24. There is another aspect in this connection, inasmuch as, charge no. 3 was held to be not proved in the enquiry. Though the disciplinary authority would be within his jurisdiction not to concur with such findings favourable to a delinquent, there is a requirement in law to give an opportunity to the delinquent on such tentative disagreement. In this connection, one may gainfully refer to the cases of Punjab National Bank vs. Kunj Bihari Mishra, reported in (1998) 7 SCC 84 and Yoginath D. Bagde vs. State of Maharashtra & Anr. reported in (1999) 7 SCC 739 . 25. These two vital aspects which would go towards declaring the proceeding unsustainable in law do not seem to have been considered. 26. In any case, in an intra court appeal, the scope of interference is within otherwise limited and only because another view is available, the view taken by the learned Single Judge is not required to be substituted if such view is based on the materials on record. 27. In view of the aforesaid facts and circumstances, we are of the opinion that no interference is called for with the judgment and order dated 28.01.2022 passed by the learned Single Judge in WP(C) No. 184/ (AP)2019. 28. Accordingly, the appeal is dismissed. 29. However, the liberty granted by the said judgment would still be available to the appellant bank to initiate the proceeding de novo.
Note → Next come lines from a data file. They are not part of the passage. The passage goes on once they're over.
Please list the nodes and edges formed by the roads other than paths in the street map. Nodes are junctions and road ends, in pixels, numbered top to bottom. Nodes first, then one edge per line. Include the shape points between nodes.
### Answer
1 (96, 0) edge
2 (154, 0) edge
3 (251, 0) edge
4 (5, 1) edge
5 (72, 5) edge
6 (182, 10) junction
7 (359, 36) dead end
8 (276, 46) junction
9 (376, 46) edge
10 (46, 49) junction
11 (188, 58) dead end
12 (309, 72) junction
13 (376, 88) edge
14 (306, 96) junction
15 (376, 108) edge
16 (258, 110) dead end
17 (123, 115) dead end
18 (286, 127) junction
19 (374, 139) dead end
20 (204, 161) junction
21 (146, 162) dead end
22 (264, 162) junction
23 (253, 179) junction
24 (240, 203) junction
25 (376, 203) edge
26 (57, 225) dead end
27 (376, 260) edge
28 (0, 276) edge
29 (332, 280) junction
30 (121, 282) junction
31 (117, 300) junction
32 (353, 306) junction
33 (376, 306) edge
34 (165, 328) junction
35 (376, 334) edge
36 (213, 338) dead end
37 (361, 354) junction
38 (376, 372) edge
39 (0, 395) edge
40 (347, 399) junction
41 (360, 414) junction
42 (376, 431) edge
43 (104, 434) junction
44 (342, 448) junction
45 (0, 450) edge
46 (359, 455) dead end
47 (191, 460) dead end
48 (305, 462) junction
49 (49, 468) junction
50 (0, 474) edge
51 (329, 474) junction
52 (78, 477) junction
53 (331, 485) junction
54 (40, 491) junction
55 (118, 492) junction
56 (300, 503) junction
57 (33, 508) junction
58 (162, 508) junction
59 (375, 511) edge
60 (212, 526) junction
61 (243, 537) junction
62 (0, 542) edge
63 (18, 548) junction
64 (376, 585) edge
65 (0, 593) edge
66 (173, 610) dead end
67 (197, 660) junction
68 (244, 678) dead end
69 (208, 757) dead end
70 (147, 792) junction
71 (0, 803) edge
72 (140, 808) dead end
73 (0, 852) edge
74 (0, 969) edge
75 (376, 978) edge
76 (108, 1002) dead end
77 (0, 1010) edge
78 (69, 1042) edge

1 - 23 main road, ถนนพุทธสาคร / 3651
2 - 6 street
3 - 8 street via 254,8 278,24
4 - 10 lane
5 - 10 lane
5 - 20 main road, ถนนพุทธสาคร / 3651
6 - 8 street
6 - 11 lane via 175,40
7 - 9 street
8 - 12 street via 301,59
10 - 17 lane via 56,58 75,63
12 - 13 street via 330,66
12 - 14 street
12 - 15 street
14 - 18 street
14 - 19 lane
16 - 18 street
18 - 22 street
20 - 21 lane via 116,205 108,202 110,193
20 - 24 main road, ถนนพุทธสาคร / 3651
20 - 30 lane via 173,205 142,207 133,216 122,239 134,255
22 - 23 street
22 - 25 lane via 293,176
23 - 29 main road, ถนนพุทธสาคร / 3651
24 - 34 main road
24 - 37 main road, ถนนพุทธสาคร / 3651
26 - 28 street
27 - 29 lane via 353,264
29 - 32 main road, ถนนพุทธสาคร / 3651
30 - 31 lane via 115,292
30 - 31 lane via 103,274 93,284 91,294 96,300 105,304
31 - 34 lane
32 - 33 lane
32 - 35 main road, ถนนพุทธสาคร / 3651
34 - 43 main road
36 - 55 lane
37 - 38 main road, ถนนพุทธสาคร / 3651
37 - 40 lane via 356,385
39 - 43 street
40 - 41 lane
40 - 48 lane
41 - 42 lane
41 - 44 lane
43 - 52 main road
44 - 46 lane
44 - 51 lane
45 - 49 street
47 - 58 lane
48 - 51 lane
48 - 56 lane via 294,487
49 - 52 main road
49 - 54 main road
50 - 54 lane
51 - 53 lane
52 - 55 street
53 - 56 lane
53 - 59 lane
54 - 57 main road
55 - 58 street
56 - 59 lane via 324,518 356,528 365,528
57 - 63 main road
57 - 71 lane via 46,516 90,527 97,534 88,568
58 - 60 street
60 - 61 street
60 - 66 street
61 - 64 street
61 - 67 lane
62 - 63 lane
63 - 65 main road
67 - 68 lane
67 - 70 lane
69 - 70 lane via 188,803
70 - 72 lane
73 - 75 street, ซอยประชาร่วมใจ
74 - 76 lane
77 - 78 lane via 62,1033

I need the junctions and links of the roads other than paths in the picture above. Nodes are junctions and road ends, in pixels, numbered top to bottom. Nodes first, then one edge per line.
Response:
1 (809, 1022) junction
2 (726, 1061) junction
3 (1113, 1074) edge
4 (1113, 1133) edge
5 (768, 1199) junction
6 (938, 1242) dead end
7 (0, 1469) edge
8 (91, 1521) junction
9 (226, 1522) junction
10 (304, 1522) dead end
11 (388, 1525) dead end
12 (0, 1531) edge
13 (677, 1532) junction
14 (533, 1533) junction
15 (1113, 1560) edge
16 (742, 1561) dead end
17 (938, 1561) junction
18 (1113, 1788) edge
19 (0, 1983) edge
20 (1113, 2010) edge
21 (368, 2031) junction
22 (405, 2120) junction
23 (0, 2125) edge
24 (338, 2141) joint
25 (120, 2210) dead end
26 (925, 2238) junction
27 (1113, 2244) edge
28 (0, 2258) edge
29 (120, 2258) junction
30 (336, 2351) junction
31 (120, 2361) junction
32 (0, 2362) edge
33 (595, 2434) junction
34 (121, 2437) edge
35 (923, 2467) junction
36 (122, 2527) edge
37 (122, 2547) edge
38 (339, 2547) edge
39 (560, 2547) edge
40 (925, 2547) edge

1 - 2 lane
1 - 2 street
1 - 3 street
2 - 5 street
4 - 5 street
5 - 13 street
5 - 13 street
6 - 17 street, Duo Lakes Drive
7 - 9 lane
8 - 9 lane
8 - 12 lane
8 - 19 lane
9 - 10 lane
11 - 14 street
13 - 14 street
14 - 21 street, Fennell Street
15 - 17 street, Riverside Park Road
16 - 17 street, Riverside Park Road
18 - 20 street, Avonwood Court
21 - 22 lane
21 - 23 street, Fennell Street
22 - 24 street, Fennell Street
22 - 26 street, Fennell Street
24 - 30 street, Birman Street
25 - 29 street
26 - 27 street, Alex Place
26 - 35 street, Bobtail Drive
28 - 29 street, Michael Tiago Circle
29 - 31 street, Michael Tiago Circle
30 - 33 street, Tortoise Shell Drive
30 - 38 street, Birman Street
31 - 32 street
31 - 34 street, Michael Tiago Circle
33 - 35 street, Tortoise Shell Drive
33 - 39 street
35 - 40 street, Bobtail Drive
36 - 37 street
It is, however, clarified that such de novo proceeding would be from the stage of submission of the Enquiry Report, whereby, the writ petitioner is required to be given an opportunity to place his views with regarding to the findings against him. Further, to avoid causing of prejudice to either of the parties, the incumbent, who was the disciplinary authority who had passed the impugned order of removal may not act as the disciplinary authority in the de novo proceeding and any officer of equivalent rank and competent to act as a disciplinary authority be appointed for the said purpose. The aforesaid observation is made taking into consideration that the nature of the charges is grave, especially against the bank officer who holds a position of trust and discharges fiduciary responsibilities.